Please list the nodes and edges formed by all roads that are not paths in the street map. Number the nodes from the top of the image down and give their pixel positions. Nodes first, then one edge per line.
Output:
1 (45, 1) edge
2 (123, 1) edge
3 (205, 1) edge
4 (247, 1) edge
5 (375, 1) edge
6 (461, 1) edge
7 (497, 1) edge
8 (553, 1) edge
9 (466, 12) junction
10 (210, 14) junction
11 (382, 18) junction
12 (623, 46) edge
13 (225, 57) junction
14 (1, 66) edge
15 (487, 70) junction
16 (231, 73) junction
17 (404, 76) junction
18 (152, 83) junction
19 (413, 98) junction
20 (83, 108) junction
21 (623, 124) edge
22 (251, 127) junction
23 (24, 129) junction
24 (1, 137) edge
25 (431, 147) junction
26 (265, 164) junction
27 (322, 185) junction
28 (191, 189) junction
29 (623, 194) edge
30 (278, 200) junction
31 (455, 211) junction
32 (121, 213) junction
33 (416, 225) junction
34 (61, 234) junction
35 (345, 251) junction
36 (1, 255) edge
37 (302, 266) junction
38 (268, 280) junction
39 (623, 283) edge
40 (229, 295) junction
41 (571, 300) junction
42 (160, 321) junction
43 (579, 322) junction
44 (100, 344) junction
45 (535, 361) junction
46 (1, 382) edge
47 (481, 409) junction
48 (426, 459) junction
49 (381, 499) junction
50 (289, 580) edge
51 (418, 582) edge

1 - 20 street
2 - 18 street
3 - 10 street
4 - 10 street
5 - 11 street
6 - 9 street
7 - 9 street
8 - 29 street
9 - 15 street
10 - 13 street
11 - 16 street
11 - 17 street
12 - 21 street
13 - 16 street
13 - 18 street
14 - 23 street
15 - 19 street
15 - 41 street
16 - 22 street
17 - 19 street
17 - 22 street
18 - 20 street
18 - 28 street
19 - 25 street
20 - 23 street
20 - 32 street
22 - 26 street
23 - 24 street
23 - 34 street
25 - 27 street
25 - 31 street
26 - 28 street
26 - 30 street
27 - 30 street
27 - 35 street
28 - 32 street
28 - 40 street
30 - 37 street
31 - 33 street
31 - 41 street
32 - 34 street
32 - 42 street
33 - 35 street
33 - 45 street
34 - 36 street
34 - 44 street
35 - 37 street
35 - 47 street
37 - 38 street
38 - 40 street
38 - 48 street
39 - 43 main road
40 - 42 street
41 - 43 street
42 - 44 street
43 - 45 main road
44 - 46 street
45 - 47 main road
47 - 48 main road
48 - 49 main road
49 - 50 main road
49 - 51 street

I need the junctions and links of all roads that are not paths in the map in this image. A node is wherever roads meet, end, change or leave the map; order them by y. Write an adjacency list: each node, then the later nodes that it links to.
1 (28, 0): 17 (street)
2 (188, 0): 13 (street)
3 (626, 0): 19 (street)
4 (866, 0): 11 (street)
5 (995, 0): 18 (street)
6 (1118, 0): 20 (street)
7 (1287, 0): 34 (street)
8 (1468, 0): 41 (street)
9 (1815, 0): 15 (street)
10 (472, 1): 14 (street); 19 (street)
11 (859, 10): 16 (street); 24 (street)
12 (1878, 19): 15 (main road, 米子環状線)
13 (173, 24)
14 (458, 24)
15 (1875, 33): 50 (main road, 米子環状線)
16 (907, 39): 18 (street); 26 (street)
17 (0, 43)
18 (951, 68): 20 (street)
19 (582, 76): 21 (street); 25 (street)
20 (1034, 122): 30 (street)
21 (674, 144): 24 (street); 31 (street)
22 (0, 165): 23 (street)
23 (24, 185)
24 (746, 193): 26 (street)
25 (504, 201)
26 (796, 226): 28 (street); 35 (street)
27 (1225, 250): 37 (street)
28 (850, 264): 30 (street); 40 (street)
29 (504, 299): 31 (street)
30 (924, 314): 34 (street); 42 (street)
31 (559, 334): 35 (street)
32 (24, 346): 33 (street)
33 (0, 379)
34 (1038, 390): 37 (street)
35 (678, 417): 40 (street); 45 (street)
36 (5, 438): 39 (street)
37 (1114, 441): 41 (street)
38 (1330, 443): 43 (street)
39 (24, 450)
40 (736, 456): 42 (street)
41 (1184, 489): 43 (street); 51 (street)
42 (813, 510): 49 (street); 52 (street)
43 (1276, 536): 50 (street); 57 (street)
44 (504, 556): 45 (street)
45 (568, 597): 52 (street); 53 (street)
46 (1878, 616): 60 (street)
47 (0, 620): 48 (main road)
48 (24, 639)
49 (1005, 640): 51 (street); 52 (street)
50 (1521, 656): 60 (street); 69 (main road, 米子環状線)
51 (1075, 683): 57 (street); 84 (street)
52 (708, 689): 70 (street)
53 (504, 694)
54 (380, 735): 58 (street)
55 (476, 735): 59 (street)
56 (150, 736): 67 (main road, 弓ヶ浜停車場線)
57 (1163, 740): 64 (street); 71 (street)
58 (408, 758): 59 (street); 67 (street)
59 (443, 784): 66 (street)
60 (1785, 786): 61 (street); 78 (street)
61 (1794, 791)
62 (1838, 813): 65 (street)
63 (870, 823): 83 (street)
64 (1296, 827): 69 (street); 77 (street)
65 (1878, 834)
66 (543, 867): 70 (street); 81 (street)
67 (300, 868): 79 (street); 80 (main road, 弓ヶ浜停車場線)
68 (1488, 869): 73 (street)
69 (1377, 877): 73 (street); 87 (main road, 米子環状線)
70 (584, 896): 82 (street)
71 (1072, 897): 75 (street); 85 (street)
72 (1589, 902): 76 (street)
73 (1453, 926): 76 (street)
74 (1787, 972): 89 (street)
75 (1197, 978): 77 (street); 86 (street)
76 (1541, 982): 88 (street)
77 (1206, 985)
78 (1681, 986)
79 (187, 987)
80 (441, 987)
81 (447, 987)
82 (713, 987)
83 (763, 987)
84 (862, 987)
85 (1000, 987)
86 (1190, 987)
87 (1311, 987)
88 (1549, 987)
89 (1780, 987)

==

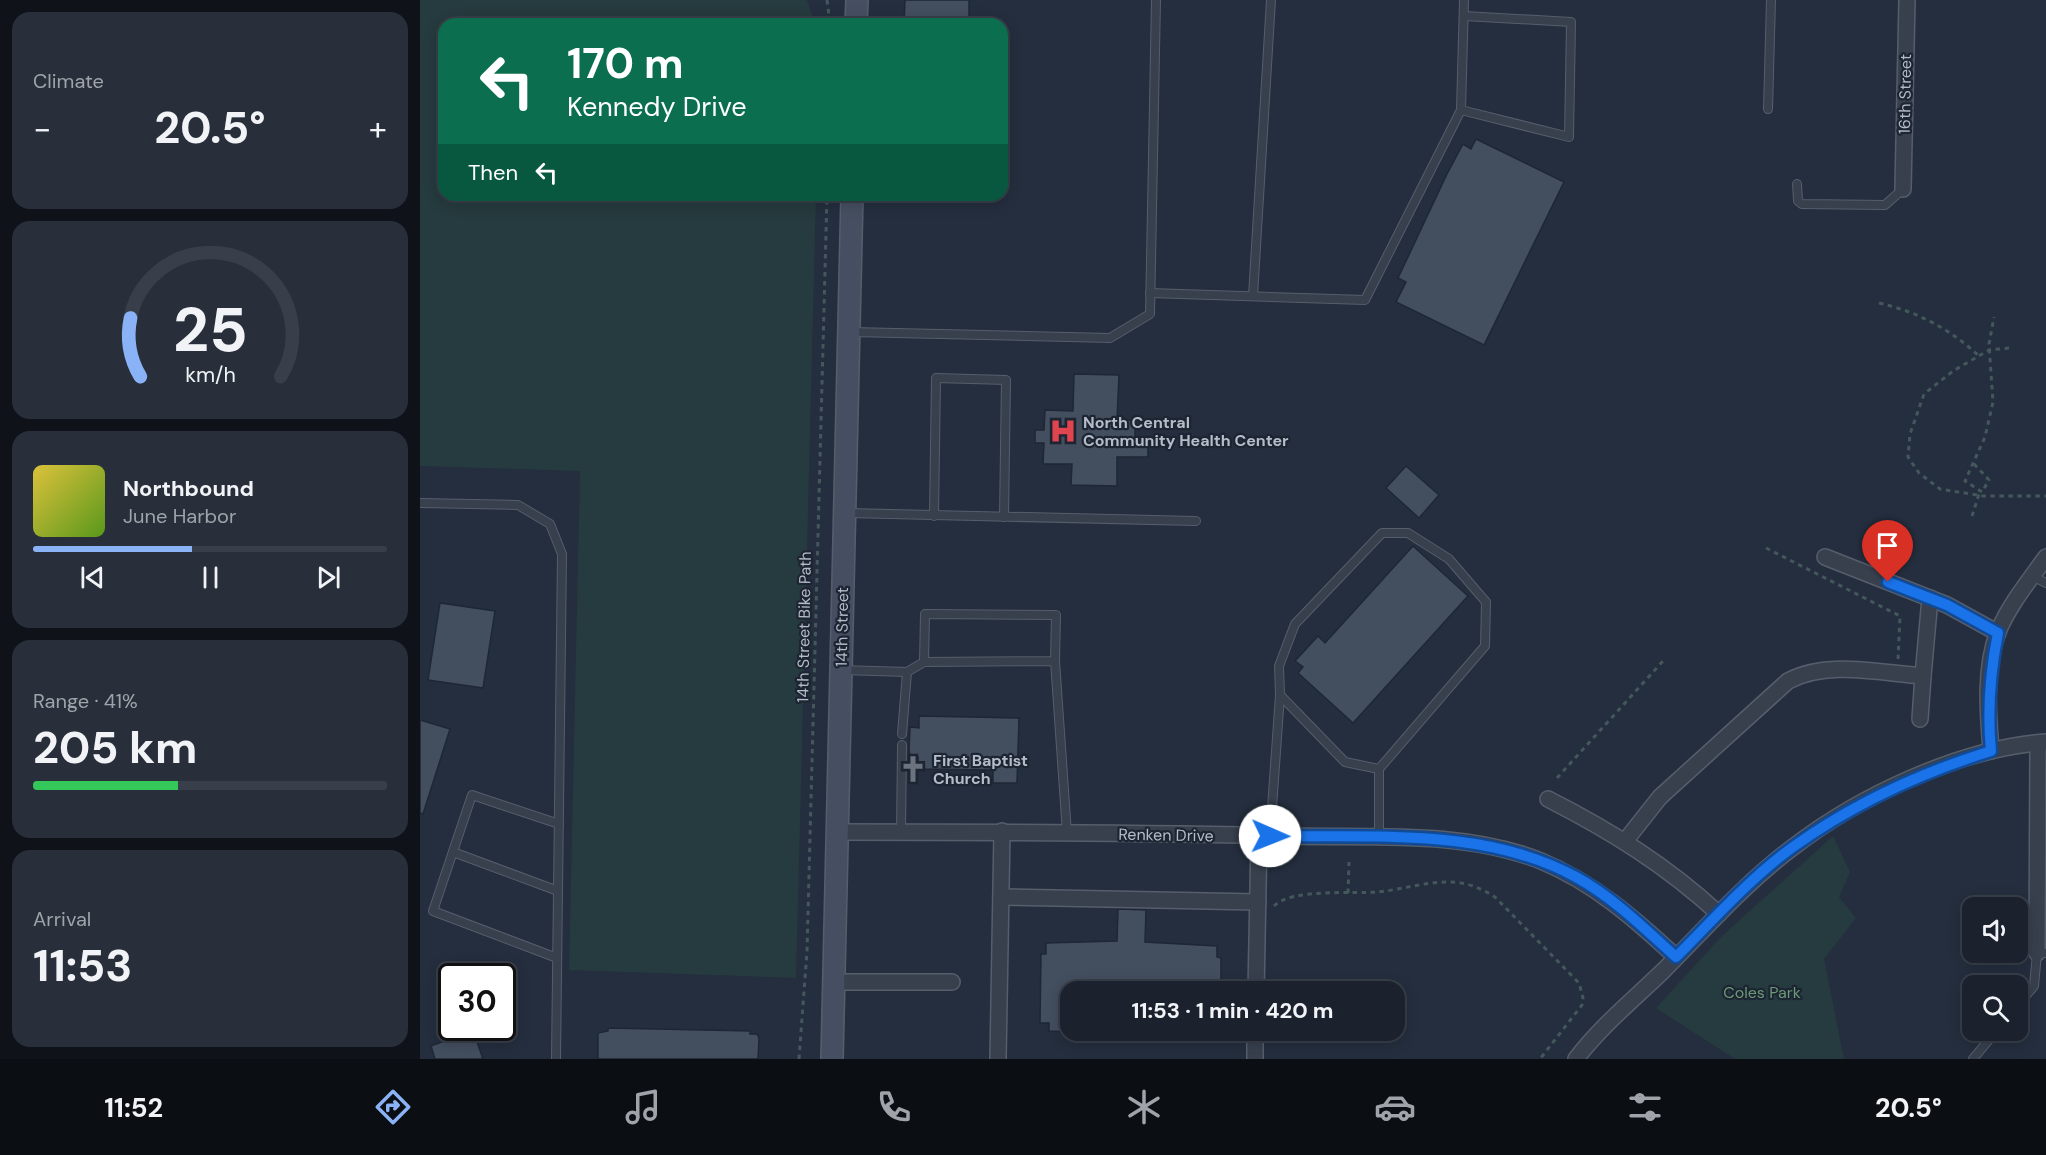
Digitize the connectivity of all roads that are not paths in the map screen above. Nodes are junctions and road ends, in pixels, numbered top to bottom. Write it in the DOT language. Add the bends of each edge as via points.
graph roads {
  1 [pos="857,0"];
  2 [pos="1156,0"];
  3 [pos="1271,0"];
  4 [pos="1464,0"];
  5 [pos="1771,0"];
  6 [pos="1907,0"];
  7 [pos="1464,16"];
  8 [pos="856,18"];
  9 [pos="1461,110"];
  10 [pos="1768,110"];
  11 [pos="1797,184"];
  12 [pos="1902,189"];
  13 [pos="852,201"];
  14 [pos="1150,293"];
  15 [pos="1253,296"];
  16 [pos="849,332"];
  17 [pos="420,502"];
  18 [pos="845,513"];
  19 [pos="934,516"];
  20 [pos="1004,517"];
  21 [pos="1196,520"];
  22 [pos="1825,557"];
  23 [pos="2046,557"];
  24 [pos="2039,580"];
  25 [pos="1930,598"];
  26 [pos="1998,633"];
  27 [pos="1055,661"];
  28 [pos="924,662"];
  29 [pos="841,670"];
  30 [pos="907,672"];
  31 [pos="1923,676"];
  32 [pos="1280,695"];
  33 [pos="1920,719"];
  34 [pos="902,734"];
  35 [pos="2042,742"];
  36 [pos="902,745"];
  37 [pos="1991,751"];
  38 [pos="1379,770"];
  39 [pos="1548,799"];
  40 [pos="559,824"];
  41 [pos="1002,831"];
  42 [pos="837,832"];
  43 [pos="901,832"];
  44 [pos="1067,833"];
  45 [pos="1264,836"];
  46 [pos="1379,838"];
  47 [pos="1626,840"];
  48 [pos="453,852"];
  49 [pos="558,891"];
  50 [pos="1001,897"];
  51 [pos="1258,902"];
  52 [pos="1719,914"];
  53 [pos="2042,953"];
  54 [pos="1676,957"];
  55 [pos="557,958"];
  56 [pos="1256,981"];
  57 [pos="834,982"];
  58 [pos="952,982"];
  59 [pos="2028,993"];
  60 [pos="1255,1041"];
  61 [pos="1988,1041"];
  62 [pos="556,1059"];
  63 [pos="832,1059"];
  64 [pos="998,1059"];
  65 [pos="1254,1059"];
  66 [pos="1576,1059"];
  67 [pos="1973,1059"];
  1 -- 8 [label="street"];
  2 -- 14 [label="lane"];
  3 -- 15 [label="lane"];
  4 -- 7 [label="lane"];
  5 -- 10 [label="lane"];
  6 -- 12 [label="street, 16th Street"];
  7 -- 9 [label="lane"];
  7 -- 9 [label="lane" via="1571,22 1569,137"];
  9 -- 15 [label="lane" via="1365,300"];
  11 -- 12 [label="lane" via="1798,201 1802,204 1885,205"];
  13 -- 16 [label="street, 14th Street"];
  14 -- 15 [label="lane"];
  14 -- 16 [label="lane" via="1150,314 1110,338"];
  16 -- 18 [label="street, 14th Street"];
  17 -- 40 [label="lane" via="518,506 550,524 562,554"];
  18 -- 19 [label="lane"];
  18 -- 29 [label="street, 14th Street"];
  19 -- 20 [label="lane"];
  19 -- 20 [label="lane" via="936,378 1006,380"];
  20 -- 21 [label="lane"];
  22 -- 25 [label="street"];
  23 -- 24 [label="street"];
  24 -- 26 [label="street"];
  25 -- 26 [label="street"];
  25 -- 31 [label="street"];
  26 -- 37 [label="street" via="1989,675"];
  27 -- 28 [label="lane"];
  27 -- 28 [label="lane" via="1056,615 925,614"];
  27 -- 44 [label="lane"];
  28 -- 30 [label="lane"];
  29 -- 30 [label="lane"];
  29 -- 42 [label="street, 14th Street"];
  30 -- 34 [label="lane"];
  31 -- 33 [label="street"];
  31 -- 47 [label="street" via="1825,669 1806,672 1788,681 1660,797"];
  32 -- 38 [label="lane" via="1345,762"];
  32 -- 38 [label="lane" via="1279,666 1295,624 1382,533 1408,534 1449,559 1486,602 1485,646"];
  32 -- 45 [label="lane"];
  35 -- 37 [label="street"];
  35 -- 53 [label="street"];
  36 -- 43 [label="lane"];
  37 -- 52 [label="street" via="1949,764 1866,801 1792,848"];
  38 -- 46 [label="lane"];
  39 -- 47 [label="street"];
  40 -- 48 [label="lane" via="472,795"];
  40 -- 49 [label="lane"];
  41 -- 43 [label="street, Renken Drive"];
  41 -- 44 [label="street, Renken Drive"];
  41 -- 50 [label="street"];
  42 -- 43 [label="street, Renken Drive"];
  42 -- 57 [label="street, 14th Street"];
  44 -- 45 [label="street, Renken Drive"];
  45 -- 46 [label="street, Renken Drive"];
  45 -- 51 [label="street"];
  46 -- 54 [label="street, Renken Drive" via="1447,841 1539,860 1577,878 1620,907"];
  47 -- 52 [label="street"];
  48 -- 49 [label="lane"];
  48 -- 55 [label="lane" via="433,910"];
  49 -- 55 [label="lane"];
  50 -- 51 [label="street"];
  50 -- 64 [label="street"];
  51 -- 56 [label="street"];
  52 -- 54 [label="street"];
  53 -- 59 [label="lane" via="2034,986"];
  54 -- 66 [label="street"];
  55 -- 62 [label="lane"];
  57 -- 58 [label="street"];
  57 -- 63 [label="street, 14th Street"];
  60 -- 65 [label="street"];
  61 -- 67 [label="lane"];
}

- **Try it**
Each line holding "image" in the records should be copied out.

- **Exercise output**
Please list the nodes and edges formed by all roads that are not paths in the street map. Number the nodes from the top of the image down and give their pixel positions. Nodes first, then one edge per line.
I need the junctions and links of all roads that are not paths in the map in this image. A node is wherever roads meet, end, change or leave the map; order them by y. Write an adjacency list: each node, then the later nodes that it links to.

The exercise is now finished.